Infamous Scribblers

women writers of the long eighteenth century

Heckling Privilege: What Austen’s Emma Can Teach Us About the Politics of Joking

Miss Bates reacts to a joke told at her expense.

Miss Bates reacts to a joke told at her expense.

The interwebs have been set twittering about, well, another tweet: Madeleine Albright’s quick-fire response to Conan O’Brien’s use of her as a comedic subject–namely, that he is going as a “Sexy Madeleine Albright” for Halloween. Albright retorts that she thought about going as a “Hunky Conan,” but such a concept seems outside the realm of possibility. Some read the interaction with utter delight, including Conan and Albright themselves; others with more harsh words for the famous comedian, particularly calling out the ageist sexism embodied in the joke. Of course, the feminist realms of the internet have renewed their debates on the “sexy” Halloween outfit, some calling them exploitative and limiting for women, others saying their choice to dress sexy is “empowering” for them. O’Brien takes up what he sees as a thread of the ridiculous–his job as a comedian–that of the”sexification” of otherwise un-sexy costumes. He does this by including Albright as the next object of the ridiculous, an ideal project for “sexyifying” The joke, it seems, is on her–older women like Albright are apparently not meant to be “sexy,” and thus they are another random, even ridiculous, costume, a parade of aging and irrelevant female sexuality that one can “dress” up in bustiers and laughter to make the spectacle of female sexuality all the more entertaining, consumable in an entirely different way.

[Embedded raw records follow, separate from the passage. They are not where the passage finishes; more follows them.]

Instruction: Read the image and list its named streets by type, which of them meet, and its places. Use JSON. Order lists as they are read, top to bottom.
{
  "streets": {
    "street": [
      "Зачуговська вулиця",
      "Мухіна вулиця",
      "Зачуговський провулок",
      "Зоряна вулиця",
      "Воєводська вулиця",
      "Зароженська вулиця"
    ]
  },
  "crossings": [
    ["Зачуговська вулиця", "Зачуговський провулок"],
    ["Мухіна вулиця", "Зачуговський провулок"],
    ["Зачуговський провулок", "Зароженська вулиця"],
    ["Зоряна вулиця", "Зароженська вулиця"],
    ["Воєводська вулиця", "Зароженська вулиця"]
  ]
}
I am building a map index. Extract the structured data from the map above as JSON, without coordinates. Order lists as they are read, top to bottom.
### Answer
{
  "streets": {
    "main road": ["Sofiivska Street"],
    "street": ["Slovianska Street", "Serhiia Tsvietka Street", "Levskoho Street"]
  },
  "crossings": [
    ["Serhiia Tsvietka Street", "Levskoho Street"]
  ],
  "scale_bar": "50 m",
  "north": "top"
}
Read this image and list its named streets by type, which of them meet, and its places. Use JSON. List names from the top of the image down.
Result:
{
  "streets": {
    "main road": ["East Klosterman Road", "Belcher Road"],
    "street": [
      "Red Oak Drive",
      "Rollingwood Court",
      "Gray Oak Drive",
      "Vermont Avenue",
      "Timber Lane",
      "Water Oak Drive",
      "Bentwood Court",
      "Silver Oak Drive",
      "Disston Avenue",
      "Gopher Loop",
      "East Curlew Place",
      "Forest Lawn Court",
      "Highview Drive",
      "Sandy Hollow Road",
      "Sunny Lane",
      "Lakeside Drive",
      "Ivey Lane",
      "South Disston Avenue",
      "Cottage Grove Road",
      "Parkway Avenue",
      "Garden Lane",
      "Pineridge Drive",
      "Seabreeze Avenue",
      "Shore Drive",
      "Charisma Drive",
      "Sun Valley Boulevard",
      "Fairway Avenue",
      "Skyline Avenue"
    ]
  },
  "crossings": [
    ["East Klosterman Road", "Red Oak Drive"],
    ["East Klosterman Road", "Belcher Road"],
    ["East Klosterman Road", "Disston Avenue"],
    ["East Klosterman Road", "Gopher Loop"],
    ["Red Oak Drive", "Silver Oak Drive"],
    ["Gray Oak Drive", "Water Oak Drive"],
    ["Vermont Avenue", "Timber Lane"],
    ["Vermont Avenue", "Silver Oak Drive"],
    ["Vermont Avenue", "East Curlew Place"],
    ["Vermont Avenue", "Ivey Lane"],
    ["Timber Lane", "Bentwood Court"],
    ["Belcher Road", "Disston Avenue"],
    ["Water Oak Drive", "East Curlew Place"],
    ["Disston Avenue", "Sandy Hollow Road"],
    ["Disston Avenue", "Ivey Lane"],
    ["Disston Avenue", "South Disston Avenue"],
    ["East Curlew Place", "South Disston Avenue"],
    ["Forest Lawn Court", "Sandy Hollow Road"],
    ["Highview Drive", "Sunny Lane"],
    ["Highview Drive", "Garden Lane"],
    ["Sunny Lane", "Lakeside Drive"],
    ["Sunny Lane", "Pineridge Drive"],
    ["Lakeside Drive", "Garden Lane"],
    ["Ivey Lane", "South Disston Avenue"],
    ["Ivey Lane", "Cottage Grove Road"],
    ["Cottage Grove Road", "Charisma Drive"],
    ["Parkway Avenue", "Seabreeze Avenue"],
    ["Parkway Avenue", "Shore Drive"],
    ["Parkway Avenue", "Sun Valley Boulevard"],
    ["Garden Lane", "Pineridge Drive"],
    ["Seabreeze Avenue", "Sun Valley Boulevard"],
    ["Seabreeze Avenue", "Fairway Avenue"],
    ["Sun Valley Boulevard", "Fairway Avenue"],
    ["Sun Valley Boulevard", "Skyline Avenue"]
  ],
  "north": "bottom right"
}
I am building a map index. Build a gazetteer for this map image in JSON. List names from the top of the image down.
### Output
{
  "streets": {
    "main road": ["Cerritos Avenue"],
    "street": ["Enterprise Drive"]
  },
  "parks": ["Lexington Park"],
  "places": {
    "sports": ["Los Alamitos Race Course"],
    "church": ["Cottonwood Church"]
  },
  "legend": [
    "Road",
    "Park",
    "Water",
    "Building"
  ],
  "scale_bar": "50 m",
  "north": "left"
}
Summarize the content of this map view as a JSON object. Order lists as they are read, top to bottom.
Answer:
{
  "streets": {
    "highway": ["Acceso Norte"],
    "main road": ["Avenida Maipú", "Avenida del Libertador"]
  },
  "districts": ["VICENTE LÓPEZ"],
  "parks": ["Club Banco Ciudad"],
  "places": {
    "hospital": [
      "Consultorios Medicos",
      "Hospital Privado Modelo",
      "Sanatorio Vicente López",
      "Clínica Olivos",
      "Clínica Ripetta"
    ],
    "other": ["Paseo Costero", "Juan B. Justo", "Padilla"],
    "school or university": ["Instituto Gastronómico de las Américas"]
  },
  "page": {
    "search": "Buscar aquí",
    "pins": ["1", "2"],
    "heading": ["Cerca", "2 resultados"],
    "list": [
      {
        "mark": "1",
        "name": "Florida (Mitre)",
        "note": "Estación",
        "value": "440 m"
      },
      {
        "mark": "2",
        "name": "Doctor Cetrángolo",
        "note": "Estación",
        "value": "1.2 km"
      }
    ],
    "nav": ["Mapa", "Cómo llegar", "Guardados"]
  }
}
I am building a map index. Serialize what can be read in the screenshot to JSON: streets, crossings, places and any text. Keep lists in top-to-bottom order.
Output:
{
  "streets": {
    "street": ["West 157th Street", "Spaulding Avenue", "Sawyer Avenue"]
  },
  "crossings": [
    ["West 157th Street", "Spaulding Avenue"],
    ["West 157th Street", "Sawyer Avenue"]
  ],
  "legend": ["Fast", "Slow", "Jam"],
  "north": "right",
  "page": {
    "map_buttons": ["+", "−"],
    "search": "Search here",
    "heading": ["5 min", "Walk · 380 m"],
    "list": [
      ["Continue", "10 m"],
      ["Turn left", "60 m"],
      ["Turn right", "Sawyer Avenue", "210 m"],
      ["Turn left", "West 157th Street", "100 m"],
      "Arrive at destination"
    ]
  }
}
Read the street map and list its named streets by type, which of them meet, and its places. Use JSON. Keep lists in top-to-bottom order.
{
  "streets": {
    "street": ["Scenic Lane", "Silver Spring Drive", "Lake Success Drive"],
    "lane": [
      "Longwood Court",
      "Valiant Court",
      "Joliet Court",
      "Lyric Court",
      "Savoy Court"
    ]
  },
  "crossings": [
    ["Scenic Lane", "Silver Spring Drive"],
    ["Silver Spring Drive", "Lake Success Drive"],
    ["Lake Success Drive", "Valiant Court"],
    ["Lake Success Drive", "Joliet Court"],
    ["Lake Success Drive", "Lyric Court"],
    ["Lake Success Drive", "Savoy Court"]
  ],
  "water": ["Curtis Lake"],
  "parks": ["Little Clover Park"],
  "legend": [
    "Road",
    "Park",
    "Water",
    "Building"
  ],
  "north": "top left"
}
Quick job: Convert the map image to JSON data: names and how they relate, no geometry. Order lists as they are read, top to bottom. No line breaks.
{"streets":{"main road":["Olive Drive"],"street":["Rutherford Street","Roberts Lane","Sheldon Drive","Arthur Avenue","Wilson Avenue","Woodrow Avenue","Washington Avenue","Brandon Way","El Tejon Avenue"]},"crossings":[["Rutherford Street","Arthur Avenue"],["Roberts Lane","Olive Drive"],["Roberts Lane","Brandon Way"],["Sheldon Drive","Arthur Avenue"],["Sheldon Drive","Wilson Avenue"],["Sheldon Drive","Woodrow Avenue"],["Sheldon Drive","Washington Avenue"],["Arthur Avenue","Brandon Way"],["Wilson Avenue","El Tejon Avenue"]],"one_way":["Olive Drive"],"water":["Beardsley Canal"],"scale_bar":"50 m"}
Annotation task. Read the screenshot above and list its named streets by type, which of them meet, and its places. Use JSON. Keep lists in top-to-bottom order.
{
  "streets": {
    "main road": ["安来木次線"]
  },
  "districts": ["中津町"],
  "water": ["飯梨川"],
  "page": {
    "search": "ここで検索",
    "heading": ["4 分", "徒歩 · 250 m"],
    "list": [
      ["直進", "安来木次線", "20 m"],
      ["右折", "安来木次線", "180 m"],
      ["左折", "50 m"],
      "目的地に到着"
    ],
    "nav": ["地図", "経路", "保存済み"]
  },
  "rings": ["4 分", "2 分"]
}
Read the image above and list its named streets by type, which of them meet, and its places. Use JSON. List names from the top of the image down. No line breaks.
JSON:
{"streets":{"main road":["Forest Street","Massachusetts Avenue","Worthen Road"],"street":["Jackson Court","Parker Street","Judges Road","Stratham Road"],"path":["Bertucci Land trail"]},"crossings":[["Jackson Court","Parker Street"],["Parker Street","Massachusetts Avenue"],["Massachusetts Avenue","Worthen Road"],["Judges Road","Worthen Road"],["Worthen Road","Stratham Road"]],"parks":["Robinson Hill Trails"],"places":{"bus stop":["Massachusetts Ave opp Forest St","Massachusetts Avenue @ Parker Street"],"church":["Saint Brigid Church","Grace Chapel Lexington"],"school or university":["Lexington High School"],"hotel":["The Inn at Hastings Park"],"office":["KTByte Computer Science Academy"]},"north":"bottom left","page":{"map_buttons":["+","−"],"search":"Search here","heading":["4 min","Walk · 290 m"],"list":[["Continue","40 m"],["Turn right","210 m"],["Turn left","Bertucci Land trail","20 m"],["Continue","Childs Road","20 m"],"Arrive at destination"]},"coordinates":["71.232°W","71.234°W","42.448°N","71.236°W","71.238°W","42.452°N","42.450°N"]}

Albright’s response is perceived as funny, sharp, clever; and to an extent it is. But part of its comedy appears to lie in the fact that such figures, especially female figures, of ageist and sexist satire rarely joke back. The unexpected delight of some underscores that fact: Albright has “won” the internet. Others claim those who are upset by the joke don’t understand it’s “satire” or need to “lighten up.”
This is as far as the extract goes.